Ok earlier you said: "At more than 1GiB on Linux/x86, you must use a 4G+4G kernel (this is the default) to see more than 960MiB. This causes a signficant (10%+) performance hit. On more than 4GiB, it is worsened as more extensive paging is used."
Note I said "Linux/x86" and _not_ "Linux/x86-64".
:)
where does the performance hit for 4G/4G on Intel (whether ia32e or not) come from?
The performance hit is for _all_ IA-32 compatible architectures running Linux/x86, because there is definitely a hit.
There's a hit for the 4G+4G HIGHMEM model.
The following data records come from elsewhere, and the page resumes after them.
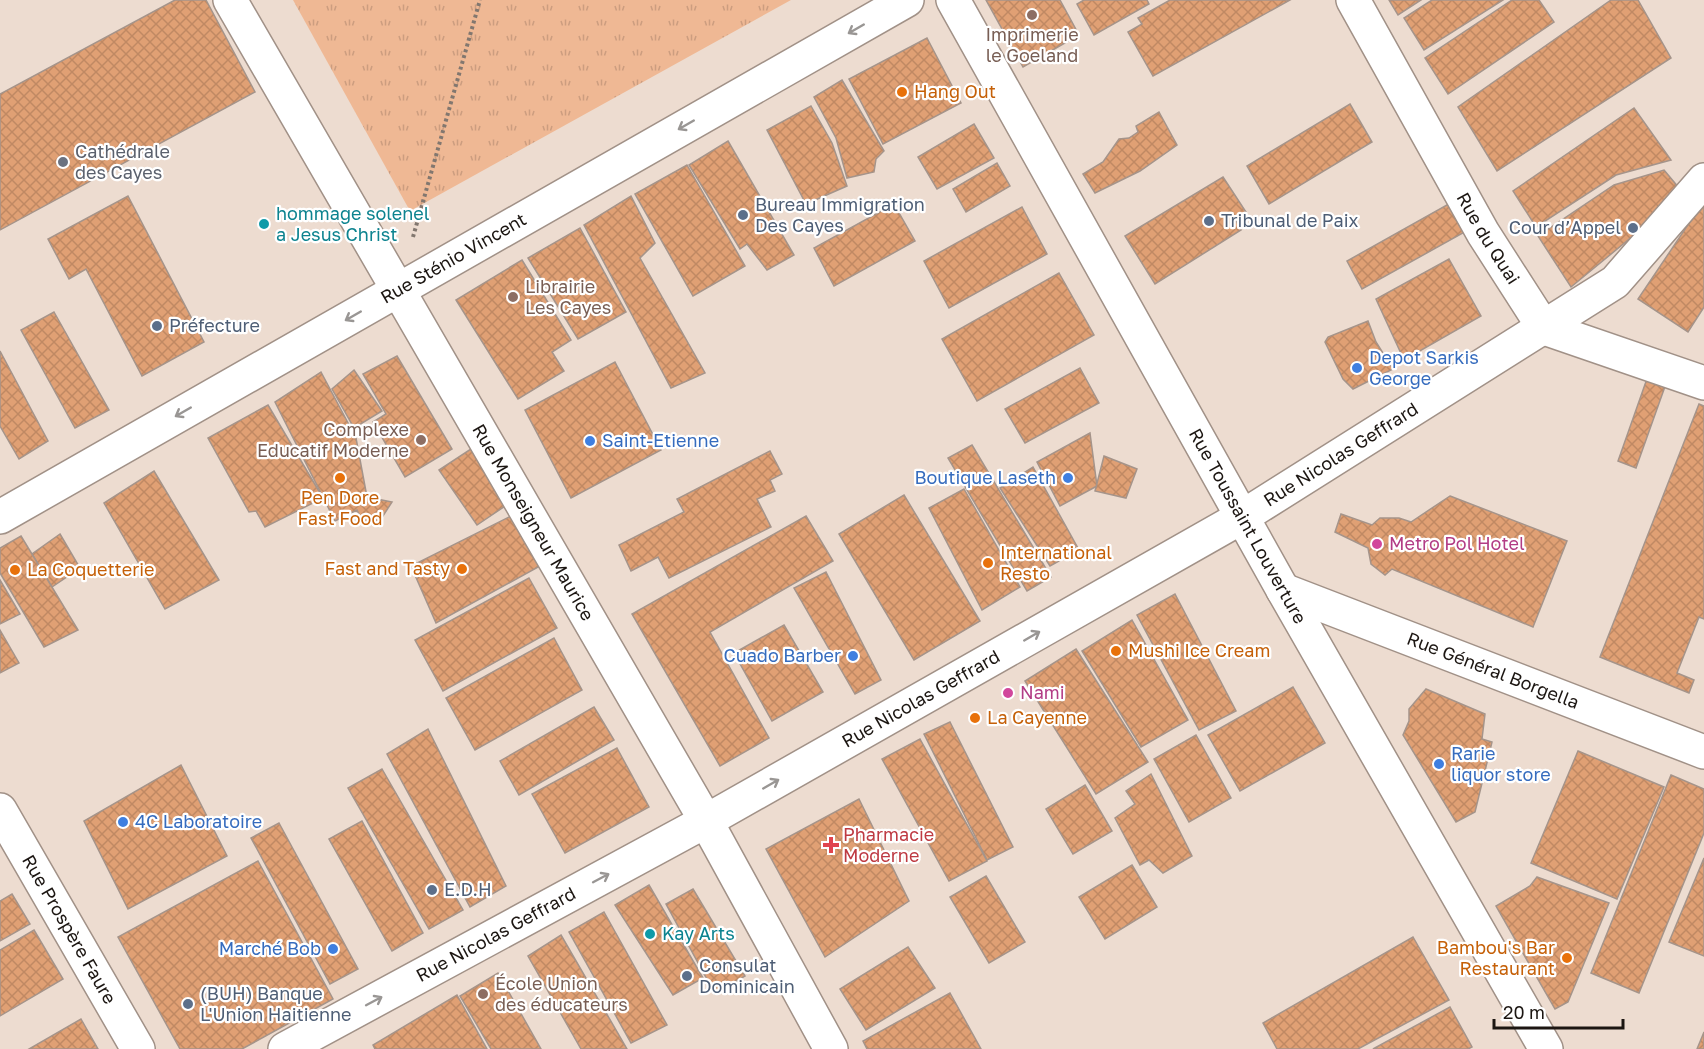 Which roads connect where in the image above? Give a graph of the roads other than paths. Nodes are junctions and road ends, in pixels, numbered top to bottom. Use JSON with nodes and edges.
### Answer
{"nodes":[{"id":1,"x":230,"y":0,"type":"edge"},
{"id":2,"x":907,"y":0,"type":"edge"},
{"id":3,"x":953,"y":0,"type":"edge"},
{"id":4,"x":1353,"y":0,"type":"edge"},
{"id":5,"x":1704,"y":180,"type":"edge"},
{"id":6,"x":398,"y":290,"type":"junction"},
{"id":7,"x":1544,"y":328,"type":"junction"},
{"id":8,"x":1704,"y":384,"type":"edge"},
{"id":9,"x":0,"y":517,"type":"edge"},
{"id":10,"x":1242,"y":517,"type":"junction"},
{"id":11,"x":1283,"y":590,"type":"junction"},
{"id":12,"x":1704,"y":752,"type":"edge"},
{"id":13,"x":0,"y":810,"type":"edge"},
{"id":14,"x":706,"y":821,"type":"junction"},
{"id":15,"x":138,"y":1049,"type":"edge"},
{"id":16,"x":285,"y":1049,"type":"edge"},
{"id":17,"x":831,"y":1049,"type":"edge"},
{"id":18,"x":1546,"y":1049,"type":"edge"}],
"edges":[{"from":1,"to":6,"type":"street","name":"Rue Monseigneur Maurice"},
{"from":2,"to":6,"type":"street","name":"Rue Sténio Vincent","one_way":true},
{"from":3,"to":10,"type":"street","name":"Rue Toussaint Louverture"},
{"from":4,"to":7,"type":"street","name":"Rue du Quai"},
{"from":5,"to":7,"type":"street","name":"Rue Nicolas Geffrard"},
{"from":6,"to":9,"type":"street","name":"Rue Sténio Vincent","one_way":true},
{"from":6,"to":14,"type":"street","name":"Rue Monseigneur Maurice"},
{"from":7,"to":8,"type":"street"},
{"from":7,"to":10,"type":"street","name":"Rue Nicolas Geffrard"},
{"from":10,"to":11,"type":"street","name":"Rue Toussaint Louverture"},
{"from":14,"to":10,"type":"street","name":"Rue Nicolas Geffrard","one_way":true},
{"from":11,"to":12,"type":"street","name":"Rue Général Borgella"},
{"from":11,"to":18,"type":"street","name":"Rue Toussaint Louverture"},
{"from":13,"to":15,"type":"street","name":"Rue Prospère Faure"},
{"from":16,"to":14,"type":"street","name":"Rue Nicolas Geffrard","one_way":true},
{"from":14,"to":17,"type":"street","name":"Rue Monseigneur Maurice"}]}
And there is another, bigger one if you go 64G model (more than 4GiB user).
As far as _both_ Intel IA-32 on Linux/x86 _and_ Intel IA-32e (EM64T) on Linux/x86-64, you _always_ have "bounce buffers" (c/o the Soft I/O MMU, Soft IOTLB in Linux/x86-64 on EM64T) if you are doing a transfer between two memory areas -- e.g., user memory and memory mapped I/O -- when _one_ area is above 4GiB. No way around that, and a major problem with Intel right now.
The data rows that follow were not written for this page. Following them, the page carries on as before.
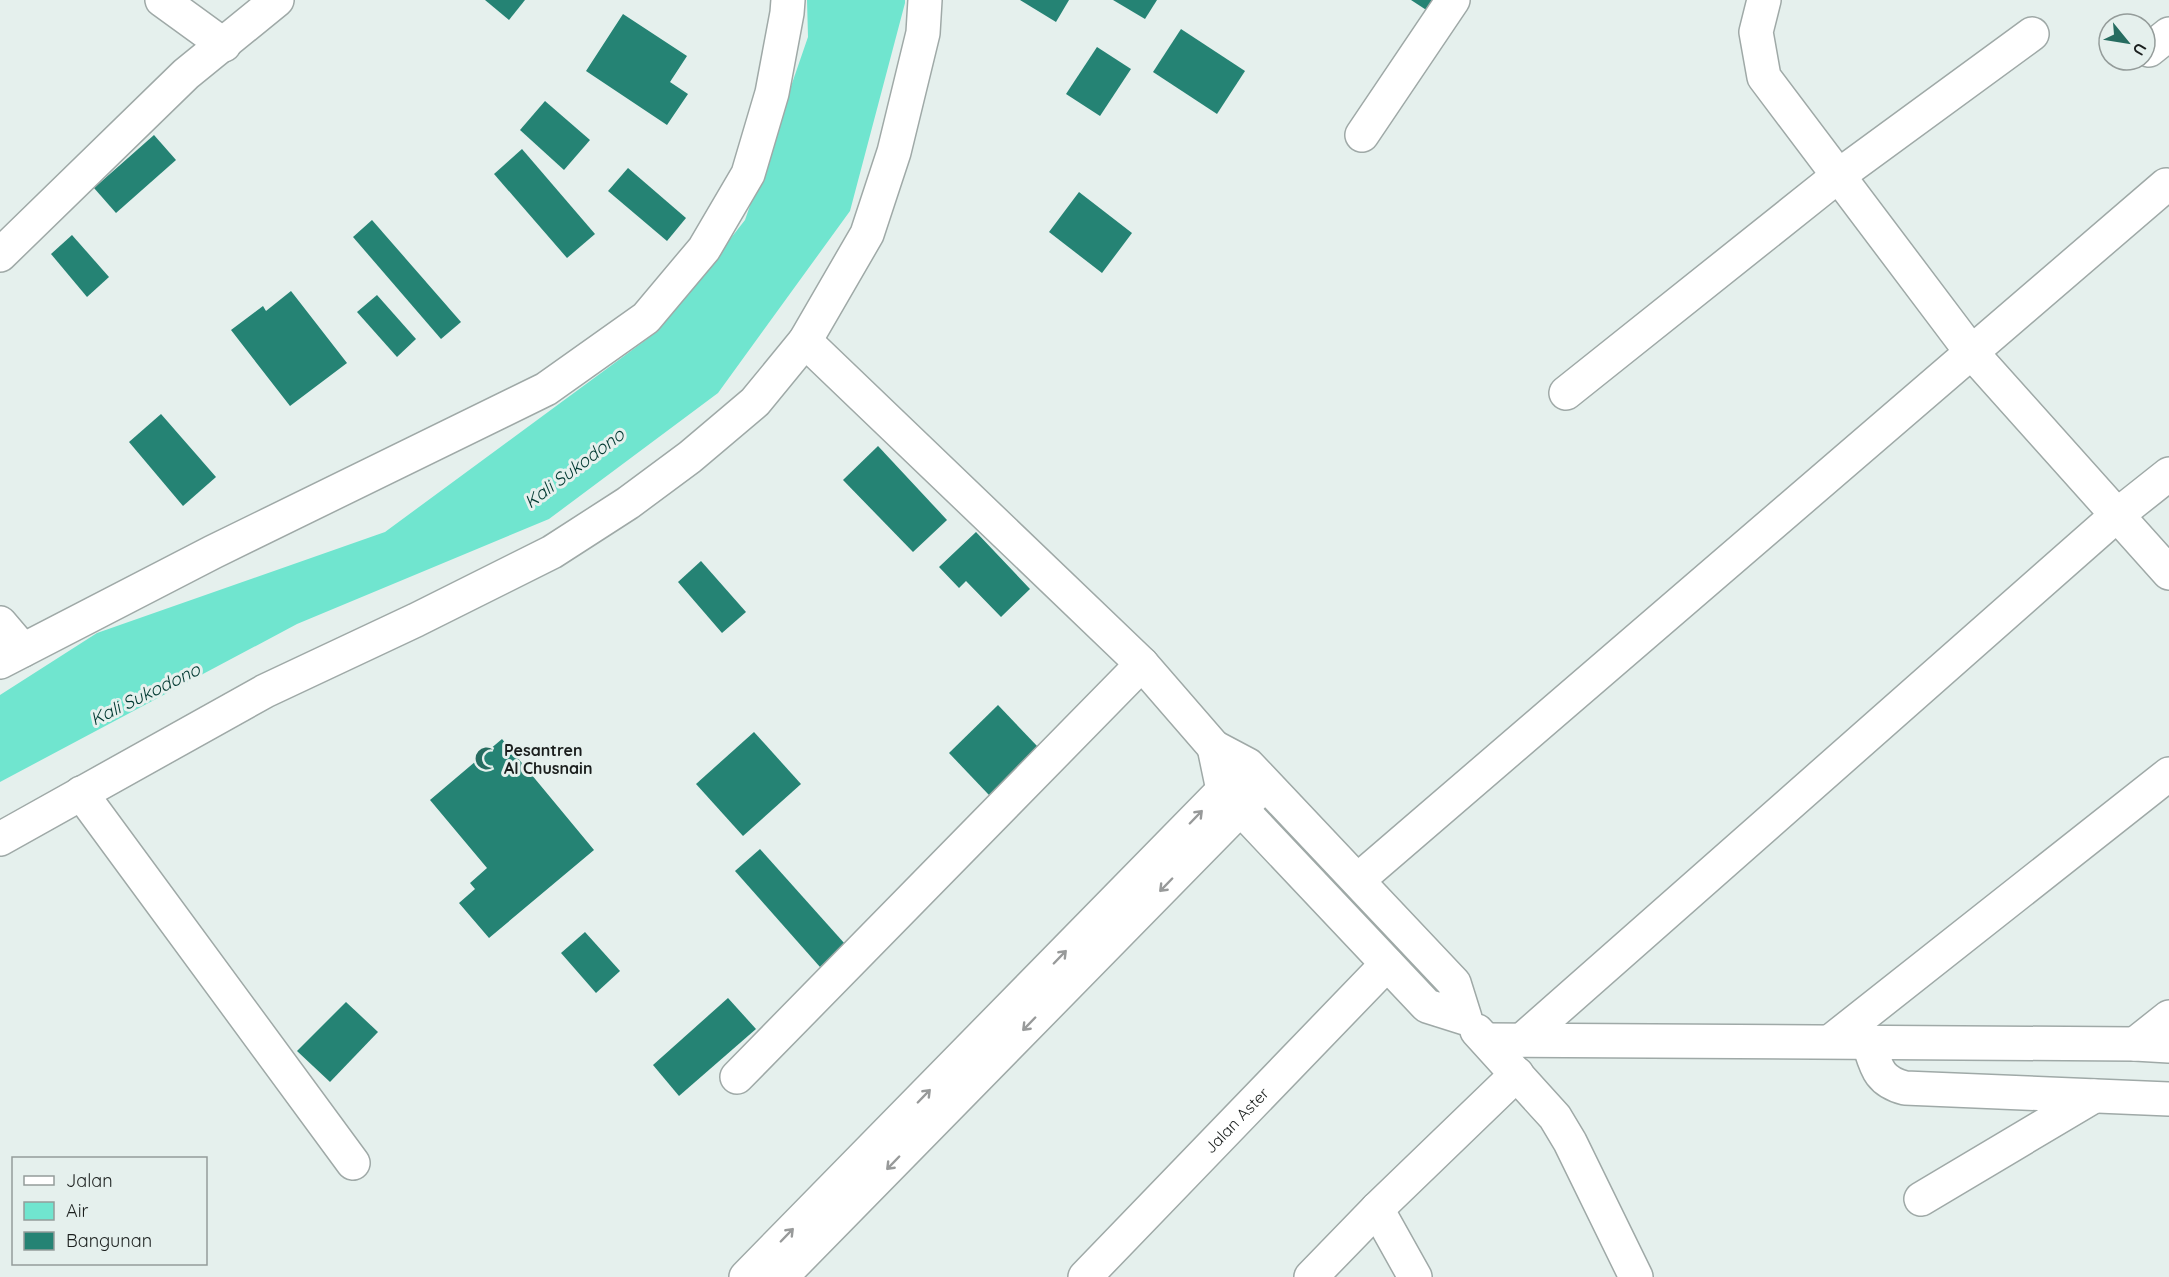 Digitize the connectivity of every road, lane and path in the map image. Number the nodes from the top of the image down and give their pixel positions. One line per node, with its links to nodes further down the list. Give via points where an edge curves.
1 (162, 0): 8 (street)
2 (277, 0): 8 (street)
3 (788, 0): 20 (street, via 772,93 748,174 704,249 646,318 546,389)
4 (925, 0): 13 (street, via 923,33 894,153 867,234)
5 (1454, 0): 9 (street)
6 (1764, 0): 10 (street, via 1756,32 1764,77)
7 (2032, 34): 10 (street)
8 (224, 45): 12 (street, via 186,74)
9 (1362, 135)
10 (1838, 176): 14 (street); 15 (street)
11 (2166, 185): 14 (street)
12 (0, 255)
13 (805, 341): 21 (street); 25 (street, via 754,402 690,457 552,552 265,691)
14 (1972, 353): 17 (street); 28 (street)
15 (1566, 393)
16 (2169, 474): 17 (street)
17 (2116, 516): 18 (street); 32 (street)
18 (2169, 573)
19 (0, 623): 20 (street)
20 (11, 656)
21 (1142, 664): 22 (street); 38 (street)
22 (1214, 747): 23 (street); 26 (street)
23 (1257, 774): 26 (street); 28 (street)
24 (2169, 774): 33 (street)
25 (81, 793): 27 (street); 41 (street)
26 (1232, 799): 29 (street); 44 (street, one-way to 26); 45 (street, one-way to 45)
27 (0, 839)
28 (1358, 880): 31 (street, via 1454,983)
29 (1387, 964): 31 (street, via 1427,1006); 46 (street, Jalan Aster)
30 (2169, 1017): 35 (street)
31 (1475, 1029): 32 (street); 37 (street)
32 (1522, 1040): 33 (street)
33 (1832, 1041): 34 (street)
34 (1868, 1041): 35 (street); 39 (street, via 1882,1077 1905,1088)
35 (2135, 1044): 36 (street)
36 (2169, 1047)
37 (1517, 1074): 43 (street); 49 (street, via 1564,1131)
38 (737, 1077)
39 (2094, 1096): 40 (street); 42 (street)
40 (2169, 1099)
41 (353, 1163)
42 (1921, 1199)
43 (1377, 1209): 47 (street); 48 (street)
44 (746, 1277)
45 (782, 1277)
46 (1084, 1277)
47 (1311, 1277)
48 (1415, 1277)
49 (1636, 1277)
Right, so if I have 2G of RAM, I want 2G/2G (kernel/user) split instead of 1G/3G so that I don't have to turn on HIGHMEM and thus avoid the penalty of using HIGHMEM.
x86-64 (AMD64) on Linux/x86-64 uses its I/O MMU hardware to drastically improve the performance. There were a few bugs early on, but most of them have been resolved.
Does that mean that Linux on AMD64 does not do ZONE_NORMAL <-> ZONE_HIGHMEM buffering/paging?